Lato is a sans serif typeface family started in the summer of 2010 by Warsaw-based designer Łukasz Dziedzic (“Lato” means “Summer” in Polish). In December 2010 the Lato family was published under the Open Font License by his foundry tyPoland, with support from Google.
Lato comes with a great selection of weights, of which Lato Light I often use for headlines and callout text. Lato is great for stand out headings but also body copy. The font is based off classical proportions which are particularly visible in the uppercase in order to give the letterforms a familiar sense of harmony and elegance.
5. PT Sans Font:
PT Sans was developed for the project “Public Types of Russian Federation.” The second family of the project, PT Serif, is also available. The fonts are released with a libre license and can be freely redistributed: The main aim of the project is to give possibility to the people of Russia to read and write in their native languages.
PT Sans is based on Russian sans serif types of the second part of the 20th century, but at the same time has distinctive features of contemporary humanistic designs.
Roboto has a dual nature. It has a mechanical skeleton and the forms are largely geometric. At the same time, the font features friendly and open curves. While some grotesks distort their letterforms to force a rigid rhythm, Roboto doesn’t compromise, allowing letters to be settled into their natural width. This makes for a more natural reading rhythm more commonly found in humanist and serif types.
Roboto is the font we’re using for our blog which features friendly and open curves. The goal of the this font was not to allow distorted letterforms to force a rigid rhythm. In contrast, Roboto doesn’t compromise by allowing letter to be settled into their natural width. This makes for a more natural reading rhythm more commonly found in humanist and serif types.
7. Ubuntu Font:
The new Ubuntu Font Family was started to enable the personality of Ubuntu to be seen and felt in every menu, button and dialog. The typeface is sans-serif, uses OpenType features and is manually hinted for clarity on desktop and mobile computing screens.
Ubuntu Font was Designed by Dalton Maag for use in the Ubuntu operating system, Ubuntu is a humanist-style font that’s popular for being very rounded and quirky. The curves in most characters meet the stem directly at the end so there’s no sign of any serif or ear.
8. Josefin Slab:
Josefin Slab was the first typeface–at least in my mind–I designed! But I decided to start simple with Josefin Sans. Following the 1930s trend for geometric typefaces, it just came to me that something between Kabel and Memphis with modern details will look great.
Josefin Slab is a Scandinavian style font with typewriter style attributes. It was developed by Santiago Orozco who wanted to stick to the idea of Scandinavian style, so he put a lot of attention to the diacritics.
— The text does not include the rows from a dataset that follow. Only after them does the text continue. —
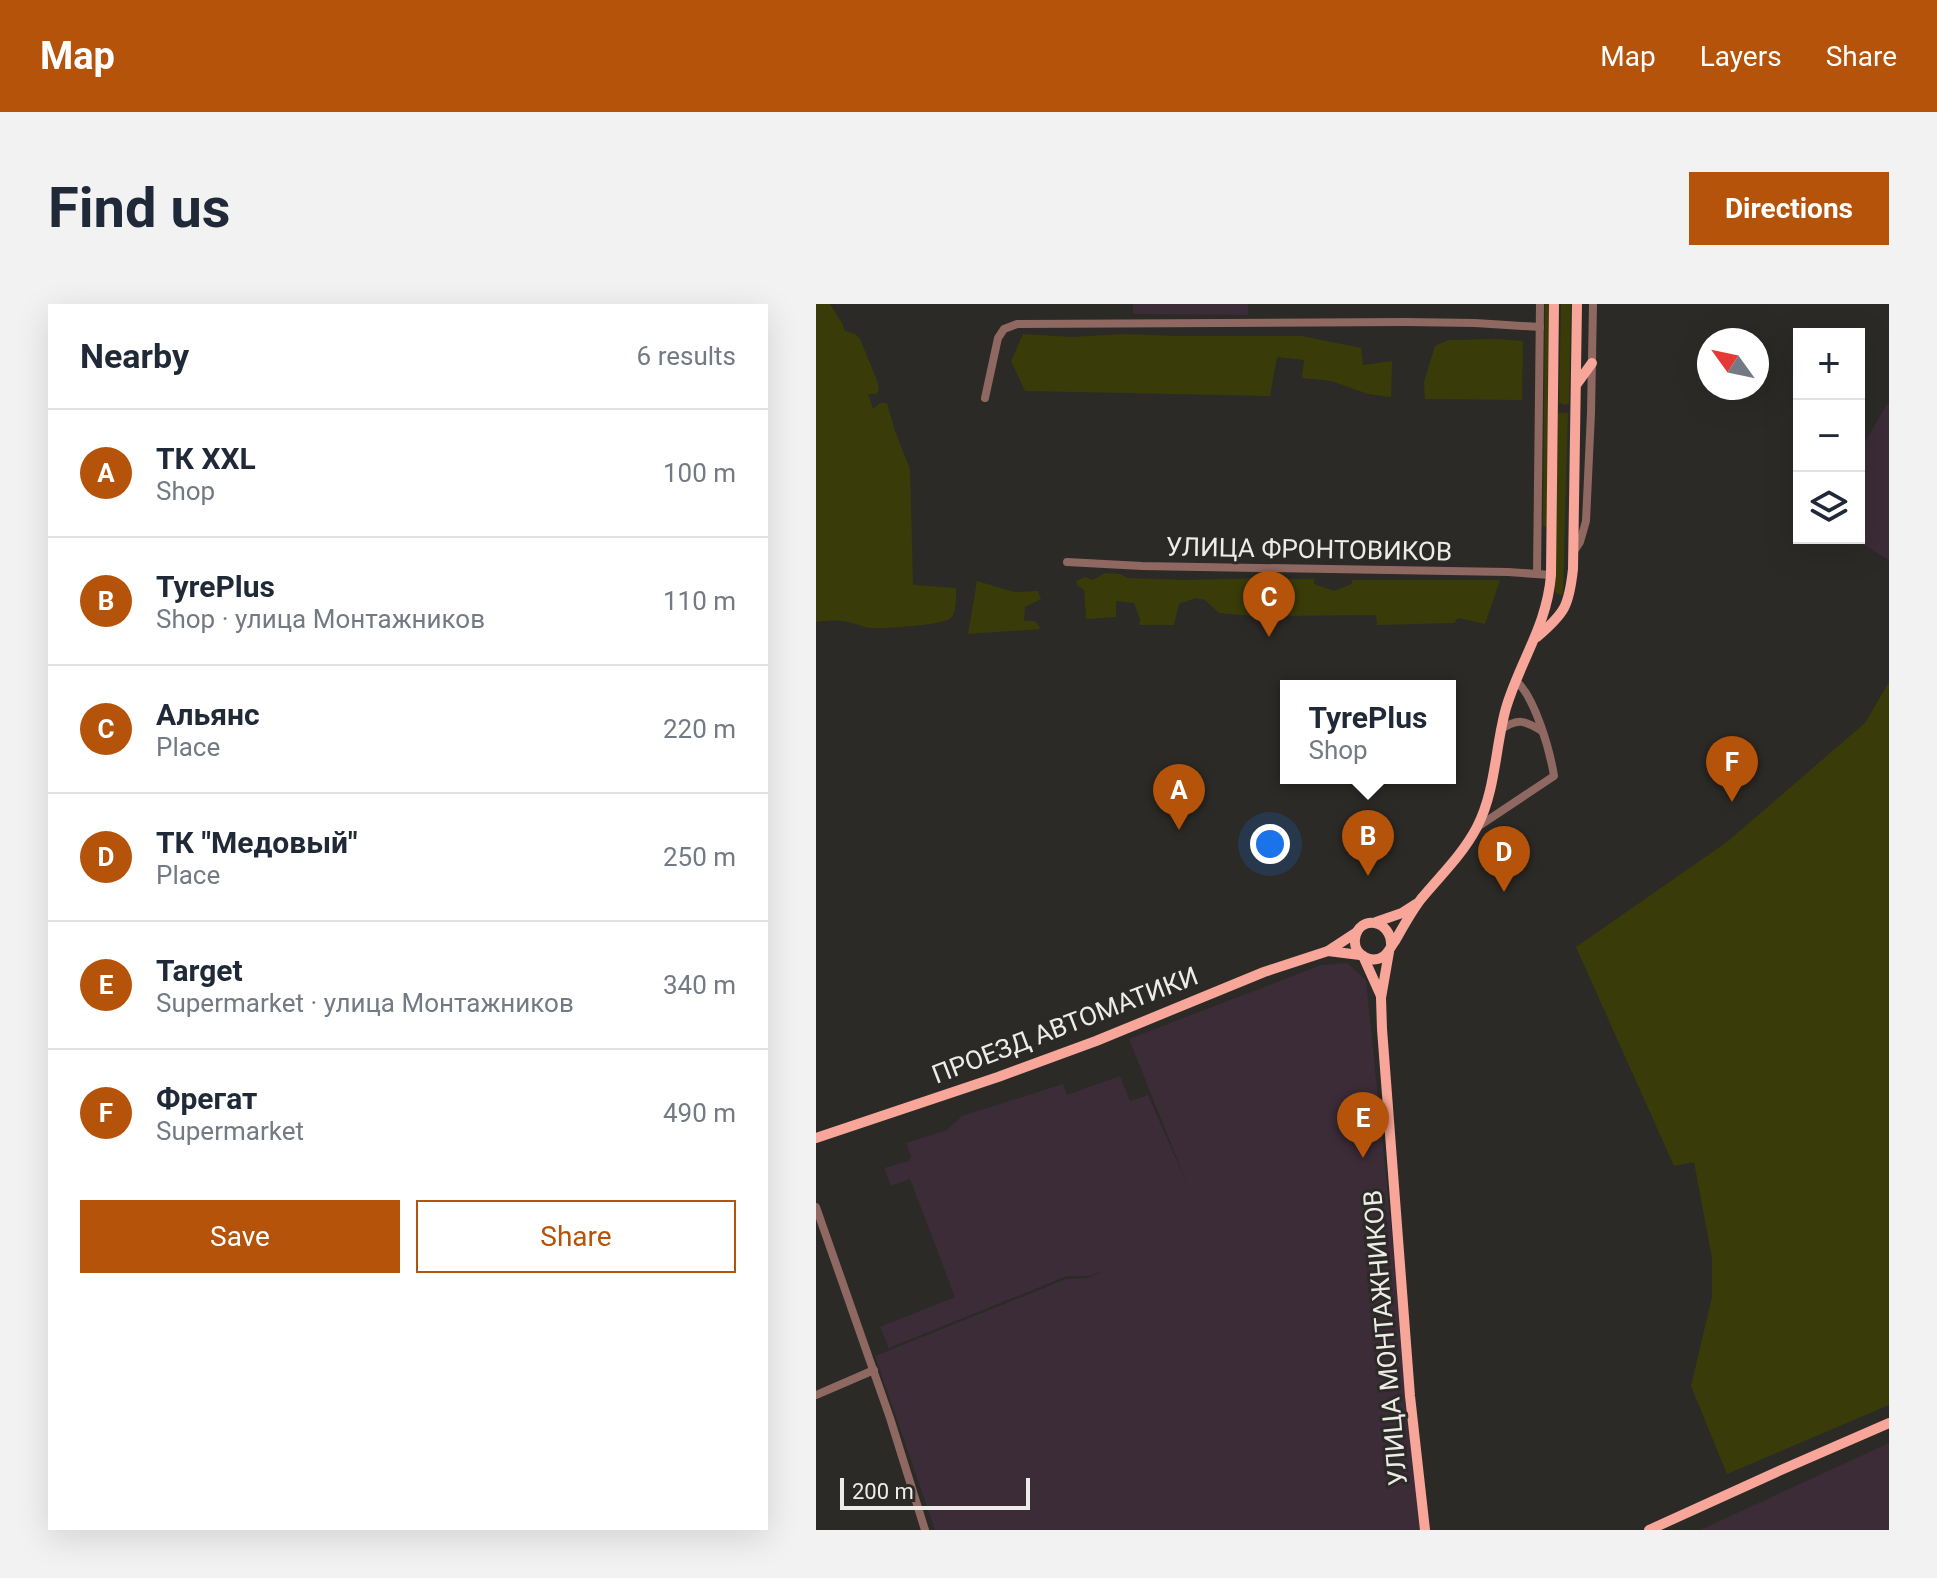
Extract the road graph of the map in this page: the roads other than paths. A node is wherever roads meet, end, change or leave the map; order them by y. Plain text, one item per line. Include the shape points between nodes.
1 (1540, 304) edge
2 (1554, 304) edge
3 (1577, 304) edge
4 (1593, 304) edge
5 (1540, 327) junction
6 (1592, 363) junction
7 (1575, 386) junction
8 (985, 398) dead end
9 (1553, 405) junction
10 (1574, 405) junction
11 (1538, 532) junction
12 (1551, 543) junction
13 (1573, 552) junction
14 (1067, 562) dead end
15 (1537, 574) junction
16 (1551, 575) junction
17 (1549, 591) junction
18 (1570, 595) junction
19 (1536, 639) junction
20 (1516, 681) junction
21 (1500, 730) junction
22 (1543, 731) junction
23 (1476, 828) junction
24 (1418, 903) junction
25 (1375, 923) junction
26 (1357, 932) junction
27 (1390, 948) junction
28 (1328, 951) junction
29 (1362, 956) junction
30 (1381, 998) junction
31 (816, 1138) edge
32 (816, 1207) edge
33 (874, 1370) junction
34 (816, 1395) edge
35 (1889, 1423) edge
36 (925, 1530) edge
37 (1425, 1530) edge
38 (1649, 1530) edge

1 - 5 street
2 - 9 main road, УЛИЦА МОНТАЖНИКОВ
3 - 7 main road
4 - 6 street
5 - 8 street via 1406,322 1017,324 998,338
5 - 11 street
6 - 7 main road
6 - 13 street via 1586,521
7 - 10 main road
9 - 10 main road
9 - 12 main road, УЛИЦА МОНТАЖНИКОВ
10 - 13 main road
11 - 12 street
11 - 15 street
12 - 16 main road, УЛИЦА МОНТАЖНИКОВ
13 - 18 main road
14 - 15 street, УЛИЦА ФРОНТОВИКОВ
15 - 16 street, УЛИЦА ФРОНТОВИКОВ
16 - 17 main road, УЛИЦА МОНТАЖНИКОВ
17 - 18 main road via 1558,597
17 - 19 main road, УЛИЦА МОНТАЖНИКОВ
18 - 19 main road, УЛИЦА МОНТАЖНИКОВ via 1561,614
19 - 20 main road, УЛИЦА МОНТАЖНИКОВ
20 - 21 main road, УЛИЦА МОНТАЖНИКОВ
20 - 22 street via 1526,690
21 - 22 street via 1524,721
21 - 23 main road, УЛИЦА МОНТАЖНИКОВ via 1489,793
22 - 23 street via 1554,776
23 - 24 main road, УЛИЦА МОНТАЖНИКОВ
24 - 25 main road, УЛИЦА МОНТАЖНИКОВ
24 - 27 main road, УЛИЦА МОНТАЖНИКОВ
25 - 26 main road
25 - 27 main road via 1389,931
26 - 28 main road, ПРОЕЗД АВТОМАТИКИ
26 - 29 main road via 1355,944
27 - 29 main road via 1381,958
27 - 30 main road, УЛИЦА МОНТАЖНИКОВ
28 - 29 main road, ПРОЕЗД АВТОМАТИКИ
28 - 31 main road, ПРОЕЗД АВТОМАТИКИ via 1053,1057
29 - 30 main road, УЛИЦА МОНТАЖНИКОВ
30 - 37 main road, УЛИЦА МОНТАЖНИКОВ
32 - 33 street
33 - 34 street
33 - 36 street
35 - 38 main road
Arvo is a geometric slab-serif typeface family suited for screen and print. The family includes 4 cuts: Roman, Italic, Roman Bold, Bold Italic. It is a libre font, first published in Google Fonts. The flavour of the font is rather mixed. Its monolinear-ish, but has a tiny bit of contrast (which increases the legibility a little in Mac OS X.)
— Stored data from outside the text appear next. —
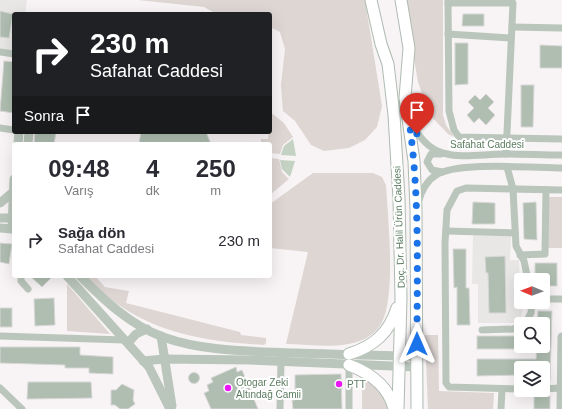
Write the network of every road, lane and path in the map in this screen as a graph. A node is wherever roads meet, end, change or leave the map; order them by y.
1 (372, 0) edge
2 (401, 0) edge
3 (448, 1) edge
4 (491, 1) edge
5 (512, 27) junction
6 (562, 28) edge
7 (448, 34) junction
8 (512, 38) junction
9 (0, 52) edge
10 (12, 54) edge
11 (408, 114) junction
12 (0, 128) edge
13 (12, 130) edge
14 (506, 138) junction
15 (562, 139) edge
16 (445, 154) junction
17 (506, 154) junction
18 (562, 155) edge
19 (506, 167) junction
20 (562, 168) edge
21 (442, 172) junction
22 (513, 189) junction
23 (546, 190) junction
24 (562, 190) edge
25 (12, 193) edge
26 (0, 203) edge
27 (416, 209) junction
28 (0, 218) edge
29 (12, 218) edge
30 (0, 228) edge
31 (12, 229) edge
32 (446, 231) junction
33 (515, 233) junction
34 (520, 255) junction
35 (527, 273) edge
36 (21, 278) edge
37 (69, 278) edge
38 (82, 278) edge
39 (28, 289) dead end
40 (400, 298) junction
41 (550, 299) edge
42 (562, 299) edge
43 (147, 329) junction
44 (514, 329) edge
45 (482, 330) dead end
46 (417, 333) junction
47 (0, 336) edge
48 (161, 336) junction
49 (562, 337) edge
50 (126, 341) junction
51 (164, 359) junction
52 (349, 360) junction
53 (143, 361) junction
54 (281, 361) junction
55 (399, 361) junction
56 (417, 362) junction
57 (0, 388) edge
58 (550, 388) edge
59 (561, 388) edge
60 (502, 389) junction
61 (514, 389) edge
62 (561, 403) edge
63 (22, 409) edge
64 (171, 409) edge
65 (280, 409) edge
66 (349, 409) edge
67 (394, 409) edge
68 (398, 409) edge
69 (417, 409) edge
70 (502, 409) edge

1 - 40 main road, Doç. Dr. Halil Ürün Caddesi
2 - 11 main road, Doç. Dr. Halil Ürün Caddesi
3 - 4 street
3 - 7 street
4 - 5 street
5 - 6 street
5 - 8 street
7 - 8 street
7 - 14 street
8 - 14 street
9 - 10 street
11 - 16 street, Safahat Caddesi
11 - 27 main road, Doç. Dr. Halil Ürün Caddesi
12 - 13 street
14 - 15 street
14 - 17 street
16 - 17 street, Safahat Caddesi
16 - 21 street
17 - 18 street, Safahat Caddesi
19 - 20 street
19 - 21 street
19 - 22 street
21 - 27 street
22 - 23 street
22 - 32 street
22 - 33 street
23 - 24 street
23 - 34 street
25 - 26 street
27 - 46 main road, Doç. Dr. Halil Ürün Caddesi
28 - 29 street
30 - 31 street
32 - 33 street
32 - 60 street
33 - 34 street
34 - 35 street
36 - 39 street
37 - 50 street
38 - 43 street
40 - 46 main road
40 - 52 main road
40 - 55 main road, Doç. Dr. Halil Ürün Caddesi
41 - 42 street
43 - 48 street
43 - 50 street
44 - 45 street
46 - 56 main road, Doç. Dr. Halil Ürün Caddesi
47 - 50 street
48 - 51 street
48 - 52 street
49 - 59 street
50 - 53 street
51 - 53 street
51 - 54 street
51 - 64 street
52 - 54 street
52 - 55 street
52 - 66 street
52 - 67 main road
53 - 64 street
54 - 65 street
55 - 56 street
55 - 68 main road, Doç. Dr. Halil Ürün Caddesi
56 - 69 main road, Doç. Dr. Halil Ürün Caddesi
57 - 63 street
58 - 59 street
59 - 62 street
60 - 61 street
60 - 70 street

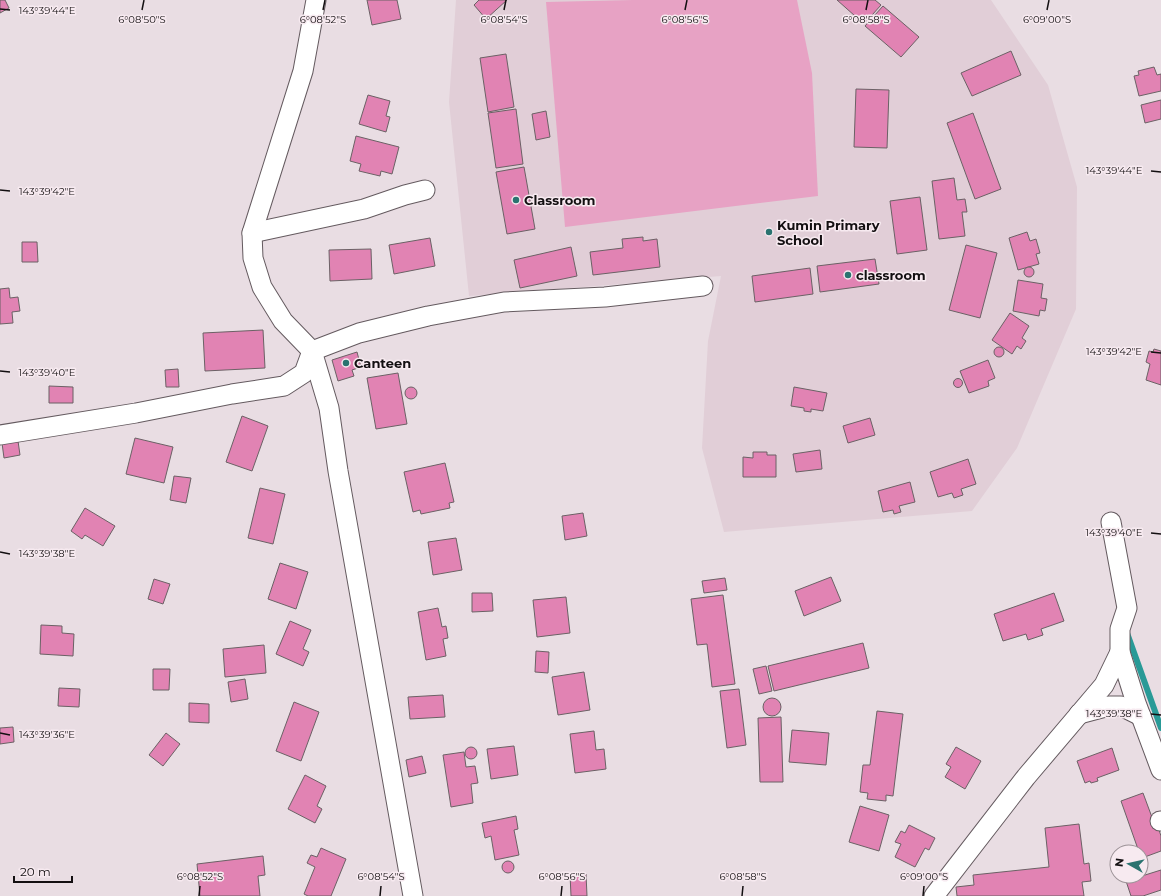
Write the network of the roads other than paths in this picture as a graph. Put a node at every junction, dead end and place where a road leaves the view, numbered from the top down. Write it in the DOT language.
graph roads {
  1 [pos="316,0"];
  2 [pos="425,190"];
  3 [pos="252,233"];
  4 [pos="703,286"];
  5 [pos="312,351"];
  6 [pos="0,435"];
  7 [pos="1111,522"];
  8 [pos="1120,652"];
  9 [pos="1079,714"];
  10 [pos="1141,716"];
  11 [pos="1161,770"];
  12 [pos="413,896"];
  13 [pos="934,896"];
  1 -- 3 [label="street"];
  2 -- 3 [label="street"];
  3 -- 5 [label="street"];
  4 -- 5 [label="street"];
  5 -- 6 [label="street"];
  5 -- 12 [label="street"];
  7 -- 8 [label="street"];
  8 -- 9 [label="street"];
  8 -- 10 [label="street"];
  9 -- 10 [label="street"];
  9 -- 13 [label="street"];
  10 -- 11 [label="street"];
}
If you need a font with character, don’t look past Arvo, great for designs with punch and that human touch. Might work well too for some corporate directions.
10. Libre Baskerville:
Libre Baskerville is a web font optimized for body text (typically 16px.) It is based on the American Type Founder’s Baskerville from 1941, but it has a taller x-height, wider counters and a little less contrast, that allow it to work well for reading on-screen.